Il fut l’homme politique qui a le plus duré dans les travées du pouvoir. De tous les responsables algériens, il est celui qui cristallisait toutes les rancœurs contre le régime. Il enchaîne procès et condamnations pour corruption. Le destin d’Ahmed Ouyahia a été aussi singulier que tragique. Des cimes de l’État au fond du cachot. Portrait.
On a peine à encore l’imaginer : Ahmed Ouyahia, l’homme si suffisant, dont le cynisme est légendaire, sans pareil, cumulant presque sans interruption les procès et les condamnations. À lui seul, depuis sa disgrâce en avril 2019 et le début des procès qui ont ciblé certaines figures du système “Bouteflika”, dans la foulée de la chute du président déchu, il cumule plus d’un demi-siècle d’emprisonnement.

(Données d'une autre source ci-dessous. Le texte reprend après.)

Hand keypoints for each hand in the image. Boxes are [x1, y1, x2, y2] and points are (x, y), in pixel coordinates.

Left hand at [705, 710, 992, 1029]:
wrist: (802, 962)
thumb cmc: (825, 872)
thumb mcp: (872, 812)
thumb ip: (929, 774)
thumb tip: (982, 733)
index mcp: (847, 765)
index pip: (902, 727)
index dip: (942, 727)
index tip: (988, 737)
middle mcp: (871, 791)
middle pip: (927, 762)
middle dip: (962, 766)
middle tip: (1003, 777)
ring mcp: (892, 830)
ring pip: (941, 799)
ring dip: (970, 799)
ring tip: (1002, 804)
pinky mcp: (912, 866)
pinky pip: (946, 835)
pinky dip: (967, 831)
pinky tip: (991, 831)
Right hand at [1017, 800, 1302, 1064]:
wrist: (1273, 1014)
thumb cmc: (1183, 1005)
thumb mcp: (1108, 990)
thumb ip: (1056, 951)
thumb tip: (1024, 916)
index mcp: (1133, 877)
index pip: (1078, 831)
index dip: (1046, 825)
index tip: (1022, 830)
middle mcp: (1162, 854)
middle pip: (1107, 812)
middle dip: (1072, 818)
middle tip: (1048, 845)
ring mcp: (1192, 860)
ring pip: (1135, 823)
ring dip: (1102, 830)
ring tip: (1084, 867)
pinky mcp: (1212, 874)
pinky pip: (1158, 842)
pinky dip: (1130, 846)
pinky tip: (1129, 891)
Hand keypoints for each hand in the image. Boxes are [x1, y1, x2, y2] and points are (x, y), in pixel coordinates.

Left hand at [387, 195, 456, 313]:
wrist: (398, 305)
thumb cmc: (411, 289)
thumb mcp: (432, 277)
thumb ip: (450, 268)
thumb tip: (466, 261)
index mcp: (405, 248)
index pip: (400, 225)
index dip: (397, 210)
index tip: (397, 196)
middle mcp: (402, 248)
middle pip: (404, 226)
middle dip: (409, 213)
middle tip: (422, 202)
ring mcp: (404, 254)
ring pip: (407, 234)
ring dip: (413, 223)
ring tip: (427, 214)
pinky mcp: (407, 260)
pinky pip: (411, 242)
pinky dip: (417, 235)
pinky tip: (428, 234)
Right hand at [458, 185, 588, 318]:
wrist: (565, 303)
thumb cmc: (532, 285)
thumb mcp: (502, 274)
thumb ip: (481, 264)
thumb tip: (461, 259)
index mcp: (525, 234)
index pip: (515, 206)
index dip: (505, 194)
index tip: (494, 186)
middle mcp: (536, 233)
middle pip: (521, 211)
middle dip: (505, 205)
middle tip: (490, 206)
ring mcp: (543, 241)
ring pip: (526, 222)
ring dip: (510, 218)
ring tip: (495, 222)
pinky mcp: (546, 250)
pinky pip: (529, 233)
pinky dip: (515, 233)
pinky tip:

Il ne se passe quasiment plus une semaine sans que son nom soit cité dans une affaire liée à des faits de corruption. Dernière en date : sa condamnation lundi dernier à 7 ans de prison ferme par le tribunal de Sidi M’hamed dans l’affaire du secteur du tourisme et dans laquelle sont impliqués les deux anciens ministres des Travaux publics Amar Ghoul, Abdelghani Zaâlane, trois anciens walis de Skikda et l’homme d’affaires Mohamed Benfissah dont peu de gens connaissaient le nom il n’y a pas encore si longtemps.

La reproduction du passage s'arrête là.